• **Exercise goal**
In this exercise, the data must be written out exactly.

• **Provided material**
- - -

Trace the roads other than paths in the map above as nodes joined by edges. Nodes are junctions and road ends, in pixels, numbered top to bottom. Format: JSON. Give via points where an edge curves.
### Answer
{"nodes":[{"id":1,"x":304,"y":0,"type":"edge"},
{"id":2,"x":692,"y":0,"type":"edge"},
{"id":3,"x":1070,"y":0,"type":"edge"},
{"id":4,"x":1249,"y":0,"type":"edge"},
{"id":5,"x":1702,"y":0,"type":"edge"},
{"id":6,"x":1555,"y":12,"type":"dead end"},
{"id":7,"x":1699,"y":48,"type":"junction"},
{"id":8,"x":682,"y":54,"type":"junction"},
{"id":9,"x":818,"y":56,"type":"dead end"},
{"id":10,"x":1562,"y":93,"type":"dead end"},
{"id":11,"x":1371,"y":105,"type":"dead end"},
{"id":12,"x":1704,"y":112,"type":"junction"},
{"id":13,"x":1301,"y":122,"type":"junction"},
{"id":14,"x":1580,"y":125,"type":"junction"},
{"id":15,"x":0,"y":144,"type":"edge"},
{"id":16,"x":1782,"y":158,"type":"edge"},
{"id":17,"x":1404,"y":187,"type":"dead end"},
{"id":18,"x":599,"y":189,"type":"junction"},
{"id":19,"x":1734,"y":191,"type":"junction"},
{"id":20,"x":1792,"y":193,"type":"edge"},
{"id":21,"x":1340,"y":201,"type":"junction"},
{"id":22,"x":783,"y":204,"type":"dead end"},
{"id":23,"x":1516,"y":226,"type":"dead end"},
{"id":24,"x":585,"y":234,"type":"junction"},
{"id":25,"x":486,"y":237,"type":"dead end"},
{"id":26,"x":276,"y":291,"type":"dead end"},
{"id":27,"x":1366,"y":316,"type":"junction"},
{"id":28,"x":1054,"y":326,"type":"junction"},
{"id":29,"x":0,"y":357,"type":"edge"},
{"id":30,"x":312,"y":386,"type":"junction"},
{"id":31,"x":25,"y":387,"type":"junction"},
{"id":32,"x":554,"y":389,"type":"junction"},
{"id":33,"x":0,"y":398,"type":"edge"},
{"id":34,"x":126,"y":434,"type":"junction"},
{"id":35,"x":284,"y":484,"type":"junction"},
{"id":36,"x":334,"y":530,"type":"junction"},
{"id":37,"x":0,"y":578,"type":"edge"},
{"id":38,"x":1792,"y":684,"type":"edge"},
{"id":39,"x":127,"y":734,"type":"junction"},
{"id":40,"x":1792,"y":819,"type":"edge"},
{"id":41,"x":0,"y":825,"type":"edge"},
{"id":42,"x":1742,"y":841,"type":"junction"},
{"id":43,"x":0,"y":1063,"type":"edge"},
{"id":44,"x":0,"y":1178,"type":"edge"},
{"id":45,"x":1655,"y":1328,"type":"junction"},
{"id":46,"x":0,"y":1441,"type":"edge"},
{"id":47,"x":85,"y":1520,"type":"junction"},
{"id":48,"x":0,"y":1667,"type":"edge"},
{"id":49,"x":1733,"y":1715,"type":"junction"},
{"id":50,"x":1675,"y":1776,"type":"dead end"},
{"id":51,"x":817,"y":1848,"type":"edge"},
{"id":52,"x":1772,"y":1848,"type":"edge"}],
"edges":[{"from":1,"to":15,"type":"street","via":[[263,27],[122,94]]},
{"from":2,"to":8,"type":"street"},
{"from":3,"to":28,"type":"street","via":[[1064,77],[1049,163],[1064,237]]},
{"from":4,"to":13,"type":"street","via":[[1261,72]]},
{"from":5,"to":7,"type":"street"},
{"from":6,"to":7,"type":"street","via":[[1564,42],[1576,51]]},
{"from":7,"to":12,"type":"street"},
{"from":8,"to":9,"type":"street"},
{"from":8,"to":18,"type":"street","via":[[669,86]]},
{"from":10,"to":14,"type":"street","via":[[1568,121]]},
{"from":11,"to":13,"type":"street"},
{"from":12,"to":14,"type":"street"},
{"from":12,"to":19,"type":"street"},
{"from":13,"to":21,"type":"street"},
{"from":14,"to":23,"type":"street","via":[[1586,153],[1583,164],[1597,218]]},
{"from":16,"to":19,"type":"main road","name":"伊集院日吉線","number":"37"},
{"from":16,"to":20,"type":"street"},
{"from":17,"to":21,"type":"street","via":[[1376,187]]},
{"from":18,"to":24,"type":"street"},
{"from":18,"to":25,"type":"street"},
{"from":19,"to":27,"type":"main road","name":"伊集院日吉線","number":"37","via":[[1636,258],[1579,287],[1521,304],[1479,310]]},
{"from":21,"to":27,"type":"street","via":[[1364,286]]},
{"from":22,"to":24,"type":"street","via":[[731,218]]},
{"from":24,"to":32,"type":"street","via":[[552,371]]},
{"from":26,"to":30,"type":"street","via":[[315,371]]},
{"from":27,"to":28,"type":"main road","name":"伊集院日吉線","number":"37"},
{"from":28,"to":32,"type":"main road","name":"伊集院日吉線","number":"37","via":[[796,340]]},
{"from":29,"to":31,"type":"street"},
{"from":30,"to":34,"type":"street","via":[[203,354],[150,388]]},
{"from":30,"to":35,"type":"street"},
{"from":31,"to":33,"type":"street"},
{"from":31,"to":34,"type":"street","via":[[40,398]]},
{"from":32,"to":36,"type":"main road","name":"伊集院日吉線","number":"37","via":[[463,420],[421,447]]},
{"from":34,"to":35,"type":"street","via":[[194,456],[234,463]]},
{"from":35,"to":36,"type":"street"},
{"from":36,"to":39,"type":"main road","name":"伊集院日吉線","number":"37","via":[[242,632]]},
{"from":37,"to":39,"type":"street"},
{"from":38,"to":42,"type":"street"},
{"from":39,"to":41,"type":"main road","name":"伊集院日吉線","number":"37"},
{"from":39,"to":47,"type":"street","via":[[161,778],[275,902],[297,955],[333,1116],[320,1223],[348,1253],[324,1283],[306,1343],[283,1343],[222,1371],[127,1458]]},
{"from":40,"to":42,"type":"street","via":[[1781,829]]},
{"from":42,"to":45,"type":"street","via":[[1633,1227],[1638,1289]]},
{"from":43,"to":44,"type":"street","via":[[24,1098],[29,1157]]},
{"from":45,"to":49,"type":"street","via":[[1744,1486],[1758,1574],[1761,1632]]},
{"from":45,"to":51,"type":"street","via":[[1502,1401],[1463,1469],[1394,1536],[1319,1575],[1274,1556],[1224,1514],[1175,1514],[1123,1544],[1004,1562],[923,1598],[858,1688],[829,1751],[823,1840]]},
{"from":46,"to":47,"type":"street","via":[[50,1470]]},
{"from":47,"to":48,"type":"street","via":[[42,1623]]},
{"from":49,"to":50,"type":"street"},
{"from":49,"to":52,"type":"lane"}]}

- - -

• **Solved problem**
Trace the roads other than paths in the map above as nodes joined by edges. Nodes are junctions and road ends, in pixels, numbered top to bottom. Format: JSON. Give via points where an edge curves.
### Answer
{"nodes":[{"id":1,"x":304,"y":0,"type":"edge"},
{"id":2,"x":692,"y":0,"type":"edge"},
{"id":3,"x":1070,"y":0,"type":"edge"},
{"id":4,"x":1249,"y":0,"type":"edge"},
{"id":5,"x":1702,"y":0,"type":"edge"},
{"id":6,"x":1555,"y":12,"type":"dead end"},
{"id":7,"x":1699,"y":48,"type":"junction"},
{"id":8,"x":682,"y":54,"type":"junction"},
{"id":9,"x":818,"y":56,"type":"dead end"},
{"id":10,"x":1562,"y":93,"type":"dead end"},
{"id":11,"x":1371,"y":105,"type":"dead end"},
{"id":12,"x":1704,"y":112,"type":"junction"},
{"id":13,"x":1301,"y":122,"type":"junction"},
{"id":14,"x":1580,"y":125,"type":"junction"},
{"id":15,"x":0,"y":144,"type":"edge"},
{"id":16,"x":1782,"y":158,"type":"edge"},
{"id":17,"x":1404,"y":187,"type":"dead end"},
{"id":18,"x":599,"y":189,"type":"junction"},
{"id":19,"x":1734,"y":191,"type":"junction"},
{"id":20,"x":1792,"y":193,"type":"edge"},
{"id":21,"x":1340,"y":201,"type":"junction"},
{"id":22,"x":783,"y":204,"type":"dead end"},
{"id":23,"x":1516,"y":226,"type":"dead end"},
{"id":24,"x":585,"y":234,"type":"junction"},
{"id":25,"x":486,"y":237,"type":"dead end"},
{"id":26,"x":276,"y":291,"type":"dead end"},
{"id":27,"x":1366,"y":316,"type":"junction"},
{"id":28,"x":1054,"y":326,"type":"junction"},
{"id":29,"x":0,"y":357,"type":"edge"},
{"id":30,"x":312,"y":386,"type":"junction"},
{"id":31,"x":25,"y":387,"type":"junction"},
{"id":32,"x":554,"y":389,"type":"junction"},
{"id":33,"x":0,"y":398,"type":"edge"},
{"id":34,"x":126,"y":434,"type":"junction"},
{"id":35,"x":284,"y":484,"type":"junction"},
{"id":36,"x":334,"y":530,"type":"junction"},
{"id":37,"x":0,"y":578,"type":"edge"},
{"id":38,"x":1792,"y":684,"type":"edge"},
{"id":39,"x":127,"y":734,"type":"junction"},
{"id":40,"x":1792,"y":819,"type":"edge"},
{"id":41,"x":0,"y":825,"type":"edge"},
{"id":42,"x":1742,"y":841,"type":"junction"},
{"id":43,"x":0,"y":1063,"type":"edge"},
{"id":44,"x":0,"y":1178,"type":"edge"},
{"id":45,"x":1655,"y":1328,"type":"junction"},
{"id":46,"x":0,"y":1441,"type":"edge"},
{"id":47,"x":85,"y":1520,"type":"junction"},
{"id":48,"x":0,"y":1667,"type":"edge"},
{"id":49,"x":1733,"y":1715,"type":"junction"},
{"id":50,"x":1675,"y":1776,"type":"dead end"},
{"id":51,"x":817,"y":1848,"type":"edge"},
{"id":52,"x":1772,"y":1848,"type":"edge"}],
"edges":[{"from":1,"to":15,"type":"street","via":[[263,27],[122,94]]},
{"from":2,"to":8,"type":"street"},
{"from":3,"to":28,"type":"street","via":[[1064,77],[1049,163],[1064,237]]},
{"from":4,"to":13,"type":"street","via":[[1261,72]]},
{"from":5,"to":7,"type":"street"},
{"from":6,"to":7,"type":"street","via":[[1564,42],[1576,51]]},
{"from":7,"to":12,"type":"street"},
{"from":8,"to":9,"type":"street"},
{"from":8,"to":18,"type":"street","via":[[669,86]]},
{"from":10,"to":14,"type":"street","via":[[1568,121]]},
{"from":11,"to":13,"type":"street"},
{"from":12,"to":14,"type":"street"},
{"from":12,"to":19,"type":"street"},
{"from":13,"to":21,"type":"street"},
{"from":14,"to":23,"type":"street","via":[[1586,153],[1583,164],[1597,218]]},
{"from":16,"to":19,"type":"main road","name":"伊集院日吉線","number":"37"},
{"from":16,"to":20,"type":"street"},
{"from":17,"to":21,"type":"street","via":[[1376,187]]},
{"from":18,"to":24,"type":"street"},
{"from":18,"to":25,"type":"street"},
{"from":19,"to":27,"type":"main road","name":"伊集院日吉線","number":"37","via":[[1636,258],[1579,287],[1521,304],[1479,310]]},
{"from":21,"to":27,"type":"street","via":[[1364,286]]},
{"from":22,"to":24,"type":"street","via":[[731,218]]},
{"from":24,"to":32,"type":"street","via":[[552,371]]},
{"from":26,"to":30,"type":"street","via":[[315,371]]},
{"from":27,"to":28,"type":"main road","name":"伊集院日吉線","number":"37"},
{"from":28,"to":32,"type":"main road","name":"伊集院日吉線","number":"37","via":[[796,340]]},
{"from":29,"to":31,"type":"street"},
{"from":30,"to":34,"type":"street","via":[[203,354],[150,388]]},
{"from":30,"to":35,"type":"street"},
{"from":31,"to":33,"type":"street"},
{"from":31,"to":34,"type":"street","via":[[40,398]]},
{"from":32,"to":36,"type":"main road","name":"伊集院日吉線","number":"37","via":[[463,420],[421,447]]},
{"from":34,"to":35,"type":"street","via":[[194,456],[234,463]]},
{"from":35,"to":36,"type":"street"},
{"from":36,"to":39,"type":"main road","name":"伊集院日吉線","number":"37","via":[[242,632]]},
{"from":37,"to":39,"type":"street"},
{"from":38,"to":42,"type":"street"},
{"from":39,"to":41,"type":"main road","name":"伊集院日吉線","number":"37"},
{"from":39,"to":47,"type":"street","via":[[161,778],[275,902],[297,955],[333,1116],[320,1223],[348,1253],[324,1283],[306,1343],[283,1343],[222,1371],[127,1458]]},
{"from":40,"to":42,"type":"street","via":[[1781,829]]},
{"from":42,"to":45,"type":"street","via":[[1633,1227],[1638,1289]]},
{"from":43,"to":44,"type":"street","via":[[24,1098],[29,1157]]},
{"from":45,"to":49,"type":"street","via":[[1744,1486],[1758,1574],[1761,1632]]},
{"from":45,"to":51,"type":"street","via":[[1502,1401],[1463,1469],[1394,1536],[1319,1575],[1274,1556],[1224,1514],[1175,1514],[1123,1544],[1004,1562],[923,1598],[858,1688],[829,1751],[823,1840]]},
{"from":46,"to":47,"type":"street","via":[[50,1470]]},
{"from":47,"to":48,"type":"street","via":[[42,1623]]},
{"from":49,"to":50,"type":"street"},
{"from":49,"to":52,"type":"lane"}]}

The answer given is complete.